Liotta et al. hypothesized that the relative cellular abundance of tens of thousands of different proteins, along with their cleaved or modified forms, is a reflection of ongoing physiological and pathological events. They further postulate that as tissues are perfused by blood and lymph, proteins and protein fragments, passively or actively, enter the circulation. Thus, the complex chemistry of the tumor-host microenvironment should generate unique signatures in the blood microenvironment. I agree with this statement. The major question here is if these putative proteomic changes in the blood can be captured by the SELDI-TOF technology, as applied in the published papers. In my opinion, it is highly unlikely that a small and localized tumor will be able to modify the serum proteomic pattern to a degree that can be recognized by the SELDI-TOF technique. As I will further elaborate later, SELDI-TOF, and other proteomic technologies based on mass spectrometry, may not be sensitive enough to detect the low-abundance "signature" molecules that are released by a few tumor cells or their microenvironment into the circulation.
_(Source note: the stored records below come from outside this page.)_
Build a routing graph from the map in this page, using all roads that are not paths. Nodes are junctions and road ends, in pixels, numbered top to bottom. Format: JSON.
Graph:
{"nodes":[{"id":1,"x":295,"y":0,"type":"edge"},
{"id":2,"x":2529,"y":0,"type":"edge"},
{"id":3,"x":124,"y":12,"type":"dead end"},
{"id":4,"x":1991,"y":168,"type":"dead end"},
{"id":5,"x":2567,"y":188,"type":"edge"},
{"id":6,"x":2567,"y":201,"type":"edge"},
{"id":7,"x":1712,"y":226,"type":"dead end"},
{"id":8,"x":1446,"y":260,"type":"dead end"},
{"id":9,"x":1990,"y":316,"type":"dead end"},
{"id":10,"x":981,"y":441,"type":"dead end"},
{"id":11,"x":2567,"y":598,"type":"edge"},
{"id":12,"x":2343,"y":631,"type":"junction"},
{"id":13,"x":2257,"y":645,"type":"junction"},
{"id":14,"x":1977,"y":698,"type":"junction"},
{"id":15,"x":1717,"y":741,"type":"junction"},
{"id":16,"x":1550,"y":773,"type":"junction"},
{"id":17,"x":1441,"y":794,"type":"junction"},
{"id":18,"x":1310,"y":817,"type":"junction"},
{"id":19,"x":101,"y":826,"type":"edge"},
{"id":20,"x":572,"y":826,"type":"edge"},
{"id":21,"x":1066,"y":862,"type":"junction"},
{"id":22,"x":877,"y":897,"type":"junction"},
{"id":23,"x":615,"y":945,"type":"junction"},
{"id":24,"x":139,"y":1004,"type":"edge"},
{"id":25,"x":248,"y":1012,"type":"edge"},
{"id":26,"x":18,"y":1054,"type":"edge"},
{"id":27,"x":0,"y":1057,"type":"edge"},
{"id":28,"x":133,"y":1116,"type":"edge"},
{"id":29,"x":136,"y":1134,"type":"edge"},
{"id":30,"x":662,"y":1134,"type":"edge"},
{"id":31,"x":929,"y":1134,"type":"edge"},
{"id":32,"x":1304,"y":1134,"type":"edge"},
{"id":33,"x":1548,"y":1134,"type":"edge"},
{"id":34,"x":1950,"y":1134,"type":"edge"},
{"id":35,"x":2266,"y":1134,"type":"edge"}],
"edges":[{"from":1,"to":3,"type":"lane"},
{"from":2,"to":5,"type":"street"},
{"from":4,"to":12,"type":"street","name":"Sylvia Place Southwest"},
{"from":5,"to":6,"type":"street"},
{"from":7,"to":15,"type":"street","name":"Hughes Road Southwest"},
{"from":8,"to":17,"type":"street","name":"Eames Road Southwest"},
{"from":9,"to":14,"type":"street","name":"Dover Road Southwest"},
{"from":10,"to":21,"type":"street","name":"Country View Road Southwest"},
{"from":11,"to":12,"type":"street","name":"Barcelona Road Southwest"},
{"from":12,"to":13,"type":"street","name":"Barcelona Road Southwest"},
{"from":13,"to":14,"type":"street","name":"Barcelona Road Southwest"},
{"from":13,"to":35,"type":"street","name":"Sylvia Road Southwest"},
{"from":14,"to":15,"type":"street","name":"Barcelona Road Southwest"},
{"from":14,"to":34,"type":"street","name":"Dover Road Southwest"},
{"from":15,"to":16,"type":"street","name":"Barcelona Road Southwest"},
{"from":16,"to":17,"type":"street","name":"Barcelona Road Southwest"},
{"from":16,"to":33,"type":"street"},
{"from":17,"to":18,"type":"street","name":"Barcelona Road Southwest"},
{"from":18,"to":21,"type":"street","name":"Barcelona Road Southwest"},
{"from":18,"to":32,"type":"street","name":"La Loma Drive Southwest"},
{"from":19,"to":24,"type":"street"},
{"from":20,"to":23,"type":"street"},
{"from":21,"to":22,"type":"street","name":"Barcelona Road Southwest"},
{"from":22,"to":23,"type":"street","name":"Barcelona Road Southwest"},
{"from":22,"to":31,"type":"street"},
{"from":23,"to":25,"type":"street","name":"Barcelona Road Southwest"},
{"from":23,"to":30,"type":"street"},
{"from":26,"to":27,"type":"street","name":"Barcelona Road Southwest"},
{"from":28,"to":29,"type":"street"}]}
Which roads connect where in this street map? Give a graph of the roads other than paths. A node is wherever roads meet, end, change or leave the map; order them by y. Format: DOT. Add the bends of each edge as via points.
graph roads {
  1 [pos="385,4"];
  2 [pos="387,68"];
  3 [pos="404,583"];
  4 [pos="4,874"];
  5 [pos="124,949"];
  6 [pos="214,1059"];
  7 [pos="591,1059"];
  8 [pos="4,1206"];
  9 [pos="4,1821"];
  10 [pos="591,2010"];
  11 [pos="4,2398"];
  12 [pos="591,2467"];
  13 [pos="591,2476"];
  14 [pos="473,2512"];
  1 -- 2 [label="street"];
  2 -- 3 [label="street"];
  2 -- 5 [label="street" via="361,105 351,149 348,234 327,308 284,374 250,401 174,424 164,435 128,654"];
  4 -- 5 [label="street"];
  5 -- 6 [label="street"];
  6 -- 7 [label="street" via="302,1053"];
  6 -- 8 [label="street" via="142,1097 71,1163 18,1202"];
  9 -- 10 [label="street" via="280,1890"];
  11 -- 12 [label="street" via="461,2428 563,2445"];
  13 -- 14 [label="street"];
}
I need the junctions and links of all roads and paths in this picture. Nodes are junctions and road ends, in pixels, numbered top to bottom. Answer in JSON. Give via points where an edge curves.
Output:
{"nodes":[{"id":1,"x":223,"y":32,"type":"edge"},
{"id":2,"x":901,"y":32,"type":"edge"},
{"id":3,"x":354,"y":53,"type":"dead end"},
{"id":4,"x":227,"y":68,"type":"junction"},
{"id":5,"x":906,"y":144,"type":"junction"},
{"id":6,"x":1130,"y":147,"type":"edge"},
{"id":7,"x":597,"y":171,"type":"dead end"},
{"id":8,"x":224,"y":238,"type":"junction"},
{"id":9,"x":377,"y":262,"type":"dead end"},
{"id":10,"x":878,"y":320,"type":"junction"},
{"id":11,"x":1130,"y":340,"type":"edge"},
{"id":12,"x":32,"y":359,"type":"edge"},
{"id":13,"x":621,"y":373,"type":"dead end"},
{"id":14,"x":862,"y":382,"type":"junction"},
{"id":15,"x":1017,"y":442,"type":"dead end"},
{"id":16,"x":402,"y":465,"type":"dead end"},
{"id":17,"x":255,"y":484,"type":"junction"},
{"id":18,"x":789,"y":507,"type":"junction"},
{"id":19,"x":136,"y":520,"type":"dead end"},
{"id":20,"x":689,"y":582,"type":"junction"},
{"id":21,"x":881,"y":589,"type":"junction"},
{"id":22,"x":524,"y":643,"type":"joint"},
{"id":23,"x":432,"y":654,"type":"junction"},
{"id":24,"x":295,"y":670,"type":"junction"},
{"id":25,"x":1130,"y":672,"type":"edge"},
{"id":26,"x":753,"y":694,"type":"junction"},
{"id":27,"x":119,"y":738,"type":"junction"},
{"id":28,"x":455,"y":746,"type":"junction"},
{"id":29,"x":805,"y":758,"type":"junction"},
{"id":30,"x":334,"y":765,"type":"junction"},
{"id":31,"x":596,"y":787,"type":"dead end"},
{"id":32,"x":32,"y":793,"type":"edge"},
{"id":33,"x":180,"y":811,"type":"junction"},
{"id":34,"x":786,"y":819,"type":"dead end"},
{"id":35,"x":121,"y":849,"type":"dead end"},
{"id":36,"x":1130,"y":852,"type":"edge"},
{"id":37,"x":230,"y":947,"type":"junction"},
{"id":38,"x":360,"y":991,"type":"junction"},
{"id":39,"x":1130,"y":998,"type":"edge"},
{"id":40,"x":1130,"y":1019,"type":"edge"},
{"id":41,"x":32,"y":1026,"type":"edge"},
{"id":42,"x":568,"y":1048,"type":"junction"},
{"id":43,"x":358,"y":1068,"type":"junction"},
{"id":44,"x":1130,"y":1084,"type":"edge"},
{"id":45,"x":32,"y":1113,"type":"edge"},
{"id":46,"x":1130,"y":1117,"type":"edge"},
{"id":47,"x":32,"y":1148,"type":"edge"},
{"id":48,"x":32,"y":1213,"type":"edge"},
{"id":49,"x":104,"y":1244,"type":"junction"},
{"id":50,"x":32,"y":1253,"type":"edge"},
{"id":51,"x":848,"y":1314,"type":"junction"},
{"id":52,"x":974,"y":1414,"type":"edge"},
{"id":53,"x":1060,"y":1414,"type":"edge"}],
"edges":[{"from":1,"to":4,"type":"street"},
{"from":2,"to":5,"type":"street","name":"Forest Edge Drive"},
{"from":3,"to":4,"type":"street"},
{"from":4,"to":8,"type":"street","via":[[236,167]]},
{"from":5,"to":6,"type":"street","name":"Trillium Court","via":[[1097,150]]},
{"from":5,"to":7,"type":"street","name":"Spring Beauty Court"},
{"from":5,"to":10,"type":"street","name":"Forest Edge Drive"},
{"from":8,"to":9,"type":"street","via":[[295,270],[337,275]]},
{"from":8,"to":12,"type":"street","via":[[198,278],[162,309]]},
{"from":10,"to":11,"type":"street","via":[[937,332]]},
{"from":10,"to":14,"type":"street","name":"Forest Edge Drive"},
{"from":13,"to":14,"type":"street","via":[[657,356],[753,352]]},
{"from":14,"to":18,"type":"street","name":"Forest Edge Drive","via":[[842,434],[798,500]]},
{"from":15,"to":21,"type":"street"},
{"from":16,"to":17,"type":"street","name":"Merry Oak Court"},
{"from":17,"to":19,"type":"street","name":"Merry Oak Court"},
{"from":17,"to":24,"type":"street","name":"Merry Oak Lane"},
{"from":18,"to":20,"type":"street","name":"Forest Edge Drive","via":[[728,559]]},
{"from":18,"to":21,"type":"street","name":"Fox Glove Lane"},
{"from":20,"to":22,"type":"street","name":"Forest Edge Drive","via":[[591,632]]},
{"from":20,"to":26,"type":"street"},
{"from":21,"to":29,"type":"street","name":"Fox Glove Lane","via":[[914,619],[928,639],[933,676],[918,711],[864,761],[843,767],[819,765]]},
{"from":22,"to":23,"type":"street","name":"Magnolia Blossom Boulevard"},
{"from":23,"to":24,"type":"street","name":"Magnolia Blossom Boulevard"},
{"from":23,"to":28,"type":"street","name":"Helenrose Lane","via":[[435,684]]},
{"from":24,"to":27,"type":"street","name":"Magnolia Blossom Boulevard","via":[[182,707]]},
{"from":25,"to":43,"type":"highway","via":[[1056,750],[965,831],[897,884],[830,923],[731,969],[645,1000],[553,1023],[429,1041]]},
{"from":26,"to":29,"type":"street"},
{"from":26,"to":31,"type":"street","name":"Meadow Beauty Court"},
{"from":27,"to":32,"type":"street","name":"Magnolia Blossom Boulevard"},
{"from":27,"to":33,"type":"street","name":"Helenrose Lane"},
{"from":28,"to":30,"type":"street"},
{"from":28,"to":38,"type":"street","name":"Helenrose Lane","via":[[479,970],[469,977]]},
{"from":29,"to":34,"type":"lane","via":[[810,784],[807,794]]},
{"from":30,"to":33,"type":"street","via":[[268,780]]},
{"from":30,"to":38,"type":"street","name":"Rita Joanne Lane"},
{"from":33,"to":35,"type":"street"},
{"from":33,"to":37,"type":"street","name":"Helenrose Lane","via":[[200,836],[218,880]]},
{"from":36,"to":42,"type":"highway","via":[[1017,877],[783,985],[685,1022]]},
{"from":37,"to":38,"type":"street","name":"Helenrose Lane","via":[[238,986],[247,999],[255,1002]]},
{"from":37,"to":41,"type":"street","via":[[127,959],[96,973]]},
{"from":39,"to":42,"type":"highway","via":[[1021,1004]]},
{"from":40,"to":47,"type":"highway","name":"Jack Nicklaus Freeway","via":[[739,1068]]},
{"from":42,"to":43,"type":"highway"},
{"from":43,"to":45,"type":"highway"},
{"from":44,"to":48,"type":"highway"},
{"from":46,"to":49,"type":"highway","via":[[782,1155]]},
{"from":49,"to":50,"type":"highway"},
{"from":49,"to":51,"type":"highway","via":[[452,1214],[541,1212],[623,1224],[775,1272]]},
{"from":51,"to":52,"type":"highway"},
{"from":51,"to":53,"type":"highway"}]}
I do believe that informative molecules originating from tumor cells or their microenvironment may indeed be present in biological fluids and that their identification may lead to the discovery of potential new biomarkers.
The identification of these molecules will likely require ultrasensitive techniques capable of measuring concentration ranges 10-12 mol/liter or lower (far lower than those achieved by current SELDI-TOF protocols, see below).
An alternative hypothesis for the observed differences in proteomic patterns in serum between normal individuals and cancer patients may be the detection of high-abundance molecules that are not produced by the tumor cells but rather represent epiphenomena of tumor presence. For example, it has been postulated by this author that at least some of the detected molecules represent acute-phase reactants that are released into the circulation by the liver and other organs (36, 37). It has been shown as early as 30–40 years ago that such molecules are not specific for the presence of any cancer, and for this reason they have not been used in clinical practice for cancer diagnosis or monitoring, although their concentrations may be elevated in serum of some cancer patients (38).